I’ve been working with Mac mini for nearly thirteen years. I was there when it launched and I feel confident in saying that no one has watched this little machine grow more intently than I have watched it. It's been the little aluminum block with which I’ve built my career.
To celebrate this great machine, I thought it’d be fun to put together a timeline of highlights from the last fourteen years.
With Macworld 2005 nearing, there are rumors of a headless iMac that may cost around $500. The rumors get so loud that it was being reported on TV and international newspapers. As the rumors grow, Apple files a lawsuit against Think Secret for their report on the headless iMac and a potential new "iWork" office suite.

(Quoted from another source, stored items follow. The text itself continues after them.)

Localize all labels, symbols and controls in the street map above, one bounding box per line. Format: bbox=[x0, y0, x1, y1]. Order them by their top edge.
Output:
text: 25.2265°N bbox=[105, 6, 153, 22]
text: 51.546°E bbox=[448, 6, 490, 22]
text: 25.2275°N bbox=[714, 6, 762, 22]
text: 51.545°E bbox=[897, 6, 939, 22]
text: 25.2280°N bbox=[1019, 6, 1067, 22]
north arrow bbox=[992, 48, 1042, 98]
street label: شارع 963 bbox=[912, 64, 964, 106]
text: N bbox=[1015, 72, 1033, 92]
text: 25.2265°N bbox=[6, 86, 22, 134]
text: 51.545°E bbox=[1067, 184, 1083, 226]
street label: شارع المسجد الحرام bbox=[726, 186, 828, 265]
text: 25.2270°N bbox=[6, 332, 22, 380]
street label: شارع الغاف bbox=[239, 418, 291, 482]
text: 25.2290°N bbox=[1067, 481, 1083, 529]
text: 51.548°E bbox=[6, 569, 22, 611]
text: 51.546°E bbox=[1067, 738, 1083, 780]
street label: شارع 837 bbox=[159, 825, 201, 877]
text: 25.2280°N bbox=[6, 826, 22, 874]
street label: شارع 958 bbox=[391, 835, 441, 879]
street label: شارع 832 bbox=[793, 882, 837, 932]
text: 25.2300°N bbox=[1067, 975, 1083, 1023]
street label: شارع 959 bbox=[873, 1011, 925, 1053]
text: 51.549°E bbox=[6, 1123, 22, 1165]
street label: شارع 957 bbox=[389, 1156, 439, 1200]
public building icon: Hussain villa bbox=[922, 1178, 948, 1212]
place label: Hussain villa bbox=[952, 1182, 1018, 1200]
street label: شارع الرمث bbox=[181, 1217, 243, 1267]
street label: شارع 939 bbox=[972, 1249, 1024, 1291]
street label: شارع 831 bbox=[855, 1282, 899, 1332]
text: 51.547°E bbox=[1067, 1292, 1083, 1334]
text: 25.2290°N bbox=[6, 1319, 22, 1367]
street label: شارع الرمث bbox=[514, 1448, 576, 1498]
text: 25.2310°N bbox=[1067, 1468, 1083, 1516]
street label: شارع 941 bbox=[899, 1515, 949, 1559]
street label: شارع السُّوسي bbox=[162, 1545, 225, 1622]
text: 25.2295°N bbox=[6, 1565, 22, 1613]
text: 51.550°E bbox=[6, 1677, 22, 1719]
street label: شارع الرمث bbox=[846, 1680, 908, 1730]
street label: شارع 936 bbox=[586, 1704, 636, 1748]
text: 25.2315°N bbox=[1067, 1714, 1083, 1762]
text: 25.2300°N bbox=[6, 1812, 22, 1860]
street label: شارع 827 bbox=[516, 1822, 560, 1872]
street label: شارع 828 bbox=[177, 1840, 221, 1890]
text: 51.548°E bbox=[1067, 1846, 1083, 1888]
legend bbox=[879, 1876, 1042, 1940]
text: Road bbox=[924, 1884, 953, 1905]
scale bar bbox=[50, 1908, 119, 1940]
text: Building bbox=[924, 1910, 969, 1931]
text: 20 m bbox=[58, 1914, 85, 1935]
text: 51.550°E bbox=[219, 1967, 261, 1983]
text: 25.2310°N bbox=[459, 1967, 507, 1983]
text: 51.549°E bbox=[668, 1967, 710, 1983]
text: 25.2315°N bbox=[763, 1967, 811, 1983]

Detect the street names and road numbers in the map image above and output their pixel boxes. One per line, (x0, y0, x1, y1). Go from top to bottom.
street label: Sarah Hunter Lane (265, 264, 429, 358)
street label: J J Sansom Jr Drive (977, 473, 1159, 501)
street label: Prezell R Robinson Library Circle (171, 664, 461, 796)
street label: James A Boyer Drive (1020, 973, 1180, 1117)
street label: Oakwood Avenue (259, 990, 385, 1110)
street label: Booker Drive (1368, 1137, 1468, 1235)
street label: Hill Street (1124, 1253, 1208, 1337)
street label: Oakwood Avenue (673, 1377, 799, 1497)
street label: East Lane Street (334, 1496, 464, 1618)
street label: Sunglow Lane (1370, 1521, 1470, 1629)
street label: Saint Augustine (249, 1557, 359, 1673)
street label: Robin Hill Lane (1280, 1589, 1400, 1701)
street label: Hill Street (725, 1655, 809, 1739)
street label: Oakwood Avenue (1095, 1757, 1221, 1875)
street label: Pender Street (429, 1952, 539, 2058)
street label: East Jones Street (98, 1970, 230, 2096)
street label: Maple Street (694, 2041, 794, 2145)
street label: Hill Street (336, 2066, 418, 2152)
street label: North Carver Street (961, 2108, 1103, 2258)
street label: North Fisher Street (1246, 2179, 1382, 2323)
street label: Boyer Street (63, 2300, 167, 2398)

MacRumors reports on an "iHome" found in an elevator. You have to love the rumors from 2005 with blurry spy pics. (PDF backup)
Coincidentally, this post also brought my very first comment on the MacRumors forum. Glad to see I nailed it.
Steve Jobs introduces the Mac mini at Macworld 2005. "This is a very robust computer, but it’s very, very tiny." Apple calls it the "most affordable Mac ever" at just $499. I was at this keynote and I remember the surprise in the room at the size and price of the mini. Apple Also introduced the iPod Shuffle so "small, cheap and without a display" was a bit of a theme.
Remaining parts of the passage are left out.